Ah, os talibãs foram patrocinados pelos EUA, com o propósito de lutar contra os soviéticos e o ‘comunismo’! Enfim, as medonhas criaturas estão à nossa volta e no meio de nós; nalguns países do Ocidente (não é preciso dizer o nome, pois não?!) já ascenderam aos mais altos cargos.
DA LÍNGUA CHARRA
Somos cria do nosso idioma. Ele está entranhado em nós; forma o ser e o estar, o sentir e o reagir. Os transmontanos são obra da Língua Charra que os afeiçoou e socializou na infância. A sua assertividade e expressividade provêm da peculiaridade dos termos e da maneira de os pronunciar. Já aqui expus alguns deles. Hoje venho confessar que, nas férias, comi muita ‘chicha’. Porque lá a carne é da ‘boa’, da ‘de certo’; quem a come não se contenta com um ‘cibinho’, pede um ‘quinhão’. E o vinho, tal como o pão, também é do ‘bô’ e do ‘de certo’; por isso escorripichamos os copos e lambemos os beiços, com pena de não haver mais. Quanto à pronúncia, refiro, por exemplo, o som bem acentuado do ‘ch’ (chê), distinto do xis: achei uma chave de chumbo chapada no chão. Eis português corretíssimo! Se quiser saber mais, consulte os dois extensos volumes do eloquente ‘Dicionário da Língua Charra’, de A. M. Pires Cabral, natural de Chacim, Macedo de Cavaleiros, terra onde também nasceu Nuno Martim, aio do rei D. Diniz. A Língua Charra é património de valor inestimável; deve ser preservada e usada, escrita e falada, porquanto ela encerra e cultiva a escarmentada sabedoria transmontana.
VERDADEIRAMENTE HUMANOS E HUMANIZADORES!
Podíamos desfrutar uma vida sossegada e tranquila, sem esforço e transpiração, viver no remanso da indolência, alheios a qualquer inquietude e interrogação.

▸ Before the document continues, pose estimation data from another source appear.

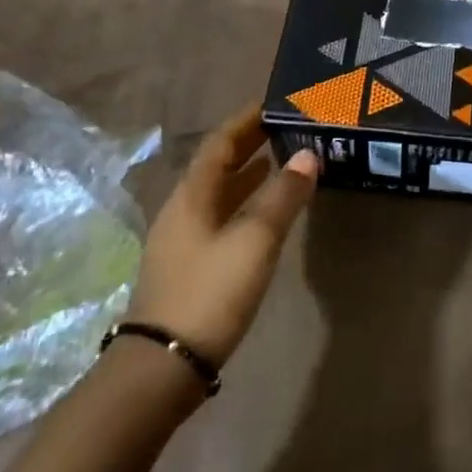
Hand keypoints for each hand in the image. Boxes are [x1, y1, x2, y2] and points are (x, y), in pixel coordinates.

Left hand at [126, 107, 320, 367]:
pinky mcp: (188, 268)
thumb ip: (283, 196)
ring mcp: (182, 241)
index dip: (245, 121)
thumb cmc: (211, 291)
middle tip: (284, 129)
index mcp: (192, 195)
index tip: (273, 104)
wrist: (162, 367)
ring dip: (247, 176)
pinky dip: (243, 205)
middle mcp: (182, 210)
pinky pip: (219, 219)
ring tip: (280, 163)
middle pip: (216, 166)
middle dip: (248, 145)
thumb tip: (308, 155)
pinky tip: (263, 216)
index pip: (219, 143)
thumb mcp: (255, 240)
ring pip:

Pois, podíamos! Porém os sacanas dos pensadores e vates estragaram tudo. Estabeleceram o imperativo de que o absoluto e infinito é a medida do Humano. De nada adiantou contrapor que há limitações; para elas inventaram uma infinidade de próteses: a linguagem, as ficções, os mitos e rituais, a cultura, as artes, a ciência, os livros, a música, a dança, as habilidades, as técnicas e tantas outras. E ainda se lembraram de proclamar o exercício obrigatório das virtudes; e um tal de Aristóteles teve a petulância de afirmar que a coragem é a mãe de todas e decisiva para sair do pasmo e do conformismo à menoridade. Como se isto não bastasse, uns fulanos, a quem chamamos ‘deficientes’, encheram-se de brio e entusiasmo, puseram-se a treinar afincadamente, saltam mais alto e longe, correm mais depressa e são mais destros só com uma perna do que nós com duas. E até voam! Reencarnam, na perfeição, Prometeu e Hércules. A partir de hoje e durante vários dias vão exibir, lá para as bandas de Tóquio, um rol de façanhas e prodígios. Devíamos ficar orgulhosos, eufóricos e jubilosos, porque os atrevidos são alguns de nós, acrescem e engrandecem o acervo da Humanidade, redimem as nossas insuficiências e fazem corar de vergonha a arrogância e a pesporrência. Afinal, são eles os verdadeiramente Humanos e quem nos humaniza!
O IMPOSSÍVEL É NADA!
Ontem, mais uma vez, o Céu desceu à Terra, no Estádio Central de Tóquio, com Novas Tábuas da Lei e decretou assim: “Doravante fica expressamente proibido acorrentar os sonhos. A todas as criaturas humanas é reconhecido o direito de Ser Atleta, de sonhar e voar. As nações estão vinculadas à estrita obrigação de adotar condições e medidas para o concretizar. A nenhuma serão toleradas a crueldade e a desumanidade de o dificultar, reprimir, encarcerar e matar.”